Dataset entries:
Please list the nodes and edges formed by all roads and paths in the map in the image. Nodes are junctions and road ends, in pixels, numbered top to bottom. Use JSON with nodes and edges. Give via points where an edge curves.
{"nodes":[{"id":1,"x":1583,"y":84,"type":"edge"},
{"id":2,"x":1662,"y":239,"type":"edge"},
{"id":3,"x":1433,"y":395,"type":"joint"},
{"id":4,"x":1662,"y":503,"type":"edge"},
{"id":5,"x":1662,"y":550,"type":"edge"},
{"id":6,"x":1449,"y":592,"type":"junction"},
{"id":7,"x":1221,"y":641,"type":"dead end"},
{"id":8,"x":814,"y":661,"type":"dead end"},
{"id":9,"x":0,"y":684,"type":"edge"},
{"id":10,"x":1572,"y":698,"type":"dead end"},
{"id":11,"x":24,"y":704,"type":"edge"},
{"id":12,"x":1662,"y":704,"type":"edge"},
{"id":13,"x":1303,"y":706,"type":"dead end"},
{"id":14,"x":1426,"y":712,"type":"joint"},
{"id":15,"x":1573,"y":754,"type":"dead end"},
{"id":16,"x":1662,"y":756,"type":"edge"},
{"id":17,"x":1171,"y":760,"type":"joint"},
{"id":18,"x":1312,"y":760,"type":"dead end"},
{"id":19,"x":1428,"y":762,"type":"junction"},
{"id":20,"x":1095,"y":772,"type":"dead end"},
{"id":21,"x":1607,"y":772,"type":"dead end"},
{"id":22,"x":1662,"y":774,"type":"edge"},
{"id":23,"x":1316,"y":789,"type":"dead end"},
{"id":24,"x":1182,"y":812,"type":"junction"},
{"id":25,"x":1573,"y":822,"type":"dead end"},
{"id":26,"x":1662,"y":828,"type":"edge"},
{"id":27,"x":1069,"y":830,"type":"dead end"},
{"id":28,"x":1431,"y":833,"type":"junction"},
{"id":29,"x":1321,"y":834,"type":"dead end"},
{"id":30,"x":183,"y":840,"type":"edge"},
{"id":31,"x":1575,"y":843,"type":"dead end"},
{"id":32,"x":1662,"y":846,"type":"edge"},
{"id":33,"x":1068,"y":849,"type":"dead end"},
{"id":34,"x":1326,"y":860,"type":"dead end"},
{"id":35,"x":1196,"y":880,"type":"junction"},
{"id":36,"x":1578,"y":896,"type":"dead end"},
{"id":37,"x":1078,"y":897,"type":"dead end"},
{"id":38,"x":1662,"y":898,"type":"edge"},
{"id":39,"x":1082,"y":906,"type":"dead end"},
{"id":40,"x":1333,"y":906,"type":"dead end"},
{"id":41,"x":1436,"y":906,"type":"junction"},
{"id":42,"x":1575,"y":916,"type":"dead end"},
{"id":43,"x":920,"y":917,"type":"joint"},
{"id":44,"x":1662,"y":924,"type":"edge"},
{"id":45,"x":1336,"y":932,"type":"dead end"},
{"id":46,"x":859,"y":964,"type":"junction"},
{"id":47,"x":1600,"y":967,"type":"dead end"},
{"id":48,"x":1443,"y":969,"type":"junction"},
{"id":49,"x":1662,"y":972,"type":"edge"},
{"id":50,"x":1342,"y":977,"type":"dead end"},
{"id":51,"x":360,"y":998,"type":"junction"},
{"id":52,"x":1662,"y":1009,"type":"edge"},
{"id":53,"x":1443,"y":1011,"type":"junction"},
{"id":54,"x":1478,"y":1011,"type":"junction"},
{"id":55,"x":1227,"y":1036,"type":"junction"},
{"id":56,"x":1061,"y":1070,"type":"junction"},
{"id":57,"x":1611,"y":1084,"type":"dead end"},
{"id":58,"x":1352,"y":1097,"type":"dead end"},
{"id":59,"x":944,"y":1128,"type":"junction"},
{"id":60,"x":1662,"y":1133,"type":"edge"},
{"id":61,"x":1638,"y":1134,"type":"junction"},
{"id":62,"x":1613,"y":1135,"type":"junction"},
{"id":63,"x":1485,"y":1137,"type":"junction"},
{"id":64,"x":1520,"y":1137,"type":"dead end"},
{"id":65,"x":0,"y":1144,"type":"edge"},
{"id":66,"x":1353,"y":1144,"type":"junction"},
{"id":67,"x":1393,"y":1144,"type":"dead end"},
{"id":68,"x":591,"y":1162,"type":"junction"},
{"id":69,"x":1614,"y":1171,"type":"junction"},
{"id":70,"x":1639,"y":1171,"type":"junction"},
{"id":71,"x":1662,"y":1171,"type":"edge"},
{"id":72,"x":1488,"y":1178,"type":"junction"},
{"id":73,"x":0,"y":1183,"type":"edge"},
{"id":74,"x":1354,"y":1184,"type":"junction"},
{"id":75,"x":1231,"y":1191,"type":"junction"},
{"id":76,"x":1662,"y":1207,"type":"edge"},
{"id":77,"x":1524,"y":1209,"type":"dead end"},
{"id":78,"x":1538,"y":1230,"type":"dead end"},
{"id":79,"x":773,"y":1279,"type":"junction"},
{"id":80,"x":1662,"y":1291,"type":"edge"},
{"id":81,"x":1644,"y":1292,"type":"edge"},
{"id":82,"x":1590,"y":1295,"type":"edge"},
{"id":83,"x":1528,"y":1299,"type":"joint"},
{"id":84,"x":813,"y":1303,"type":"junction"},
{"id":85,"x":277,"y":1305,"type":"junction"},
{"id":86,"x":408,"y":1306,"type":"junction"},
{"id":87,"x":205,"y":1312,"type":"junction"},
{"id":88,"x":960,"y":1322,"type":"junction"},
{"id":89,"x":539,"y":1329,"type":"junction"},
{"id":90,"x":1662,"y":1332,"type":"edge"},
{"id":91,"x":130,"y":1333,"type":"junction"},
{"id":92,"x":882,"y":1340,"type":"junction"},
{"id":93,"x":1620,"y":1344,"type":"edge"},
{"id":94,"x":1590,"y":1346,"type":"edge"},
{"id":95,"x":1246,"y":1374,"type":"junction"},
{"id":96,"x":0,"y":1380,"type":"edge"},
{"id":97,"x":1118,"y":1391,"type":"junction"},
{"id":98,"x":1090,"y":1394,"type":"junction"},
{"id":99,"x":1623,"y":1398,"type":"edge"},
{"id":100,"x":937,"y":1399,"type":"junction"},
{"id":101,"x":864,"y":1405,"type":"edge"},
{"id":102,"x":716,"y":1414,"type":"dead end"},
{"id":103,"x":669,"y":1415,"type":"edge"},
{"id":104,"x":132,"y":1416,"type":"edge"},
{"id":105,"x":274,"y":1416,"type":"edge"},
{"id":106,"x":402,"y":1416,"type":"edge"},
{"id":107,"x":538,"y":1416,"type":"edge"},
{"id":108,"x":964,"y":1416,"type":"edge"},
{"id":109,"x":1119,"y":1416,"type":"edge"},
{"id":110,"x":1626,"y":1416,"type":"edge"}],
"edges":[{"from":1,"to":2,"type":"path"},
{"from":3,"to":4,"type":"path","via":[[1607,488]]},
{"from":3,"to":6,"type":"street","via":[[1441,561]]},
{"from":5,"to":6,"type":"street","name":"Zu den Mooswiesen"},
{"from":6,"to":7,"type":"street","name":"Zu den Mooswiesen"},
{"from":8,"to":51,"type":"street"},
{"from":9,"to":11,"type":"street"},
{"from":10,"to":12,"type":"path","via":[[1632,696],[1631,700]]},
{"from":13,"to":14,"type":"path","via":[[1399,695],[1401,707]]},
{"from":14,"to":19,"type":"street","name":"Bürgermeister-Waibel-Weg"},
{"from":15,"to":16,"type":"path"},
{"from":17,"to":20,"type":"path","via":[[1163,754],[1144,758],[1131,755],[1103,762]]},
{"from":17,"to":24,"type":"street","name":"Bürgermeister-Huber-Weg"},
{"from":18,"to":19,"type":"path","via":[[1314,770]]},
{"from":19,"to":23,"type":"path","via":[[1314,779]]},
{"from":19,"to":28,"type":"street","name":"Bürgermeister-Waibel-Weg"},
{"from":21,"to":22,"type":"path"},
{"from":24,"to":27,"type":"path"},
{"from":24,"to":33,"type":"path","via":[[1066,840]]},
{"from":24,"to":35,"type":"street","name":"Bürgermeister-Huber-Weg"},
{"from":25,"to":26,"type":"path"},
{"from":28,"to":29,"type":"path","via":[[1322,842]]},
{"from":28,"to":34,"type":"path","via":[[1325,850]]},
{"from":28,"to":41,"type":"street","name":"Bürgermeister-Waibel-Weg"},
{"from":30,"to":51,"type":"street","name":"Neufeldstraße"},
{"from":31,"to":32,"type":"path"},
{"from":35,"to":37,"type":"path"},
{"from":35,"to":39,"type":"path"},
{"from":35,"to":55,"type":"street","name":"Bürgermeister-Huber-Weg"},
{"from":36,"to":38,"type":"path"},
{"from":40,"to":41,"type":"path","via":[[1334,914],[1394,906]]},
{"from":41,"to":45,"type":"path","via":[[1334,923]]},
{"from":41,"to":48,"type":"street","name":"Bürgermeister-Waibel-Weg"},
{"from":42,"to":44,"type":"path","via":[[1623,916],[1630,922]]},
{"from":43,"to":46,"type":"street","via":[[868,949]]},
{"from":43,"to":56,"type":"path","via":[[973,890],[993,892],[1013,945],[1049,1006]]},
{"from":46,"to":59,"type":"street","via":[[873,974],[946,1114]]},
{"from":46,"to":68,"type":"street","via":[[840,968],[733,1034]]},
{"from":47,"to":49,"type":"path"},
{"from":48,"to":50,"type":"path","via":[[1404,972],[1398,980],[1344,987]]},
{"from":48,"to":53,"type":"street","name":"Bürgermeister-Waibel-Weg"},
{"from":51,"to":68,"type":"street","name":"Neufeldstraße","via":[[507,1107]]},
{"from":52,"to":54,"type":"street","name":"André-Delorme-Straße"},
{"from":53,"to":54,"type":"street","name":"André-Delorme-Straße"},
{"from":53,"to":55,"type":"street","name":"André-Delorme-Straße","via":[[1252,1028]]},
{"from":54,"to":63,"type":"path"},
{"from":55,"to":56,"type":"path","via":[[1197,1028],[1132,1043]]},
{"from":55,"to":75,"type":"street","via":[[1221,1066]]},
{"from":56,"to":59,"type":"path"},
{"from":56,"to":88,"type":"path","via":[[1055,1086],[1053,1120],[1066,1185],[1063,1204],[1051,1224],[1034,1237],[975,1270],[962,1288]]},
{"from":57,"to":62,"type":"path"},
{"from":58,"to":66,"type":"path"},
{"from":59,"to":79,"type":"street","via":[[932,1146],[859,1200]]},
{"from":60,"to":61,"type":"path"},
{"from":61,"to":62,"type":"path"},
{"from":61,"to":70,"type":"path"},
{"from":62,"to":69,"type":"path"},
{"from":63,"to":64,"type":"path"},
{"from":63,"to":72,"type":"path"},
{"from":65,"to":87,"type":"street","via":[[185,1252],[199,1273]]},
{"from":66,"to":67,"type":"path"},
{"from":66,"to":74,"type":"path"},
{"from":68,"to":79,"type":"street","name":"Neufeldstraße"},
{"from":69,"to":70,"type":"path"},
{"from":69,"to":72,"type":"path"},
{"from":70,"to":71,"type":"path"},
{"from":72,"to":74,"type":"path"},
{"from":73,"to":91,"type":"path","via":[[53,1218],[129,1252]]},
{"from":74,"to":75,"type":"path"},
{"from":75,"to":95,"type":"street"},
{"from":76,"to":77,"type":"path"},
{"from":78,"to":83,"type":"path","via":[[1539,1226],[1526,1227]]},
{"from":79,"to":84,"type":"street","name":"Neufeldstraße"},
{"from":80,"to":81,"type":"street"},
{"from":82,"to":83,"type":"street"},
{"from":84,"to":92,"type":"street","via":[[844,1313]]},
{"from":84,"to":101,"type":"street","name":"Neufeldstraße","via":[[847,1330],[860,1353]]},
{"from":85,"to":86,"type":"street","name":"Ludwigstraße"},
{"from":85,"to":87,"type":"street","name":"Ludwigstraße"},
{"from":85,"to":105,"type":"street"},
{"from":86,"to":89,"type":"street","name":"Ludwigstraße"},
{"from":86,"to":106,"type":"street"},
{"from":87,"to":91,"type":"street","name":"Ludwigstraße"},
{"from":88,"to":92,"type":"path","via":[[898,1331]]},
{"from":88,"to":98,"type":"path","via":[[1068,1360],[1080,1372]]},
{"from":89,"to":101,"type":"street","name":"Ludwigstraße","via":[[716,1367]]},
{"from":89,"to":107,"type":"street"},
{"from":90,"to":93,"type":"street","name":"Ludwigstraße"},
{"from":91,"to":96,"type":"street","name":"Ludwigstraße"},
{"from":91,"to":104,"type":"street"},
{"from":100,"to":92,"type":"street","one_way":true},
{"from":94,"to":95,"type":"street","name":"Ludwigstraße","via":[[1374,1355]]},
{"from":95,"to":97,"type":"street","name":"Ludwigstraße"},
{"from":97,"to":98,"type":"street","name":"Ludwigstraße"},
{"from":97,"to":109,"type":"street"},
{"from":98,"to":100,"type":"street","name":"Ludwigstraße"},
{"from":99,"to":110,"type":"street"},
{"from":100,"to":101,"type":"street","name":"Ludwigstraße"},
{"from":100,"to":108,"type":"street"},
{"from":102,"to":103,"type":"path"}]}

Work task:
Look above for every line with the word "Bürgermeister" and copy it.

Solution to the exercise:
{"from":14,"to":19,"type":"street","name":"Bürgermeister-Waibel-Weg"},
{"from":17,"to":24,"type":"street","name":"Bürgermeister-Huber-Weg"},
{"from":19,"to":28,"type":"street","name":"Bürgermeister-Waibel-Weg"},
{"from":24,"to":35,"type":"street","name":"Bürgermeister-Huber-Weg"},
{"from":28,"to":41,"type":"street","name":"Bürgermeister-Waibel-Weg"},
{"from":35,"to":55,"type":"street","name":"Bürgermeister-Huber-Weg"},
{"from":41,"to":48,"type":"street","name":"Bürgermeister-Waibel-Weg"},
{"from":48,"to":53,"type":"street","name":"Bürgermeister-Waibel-Weg"},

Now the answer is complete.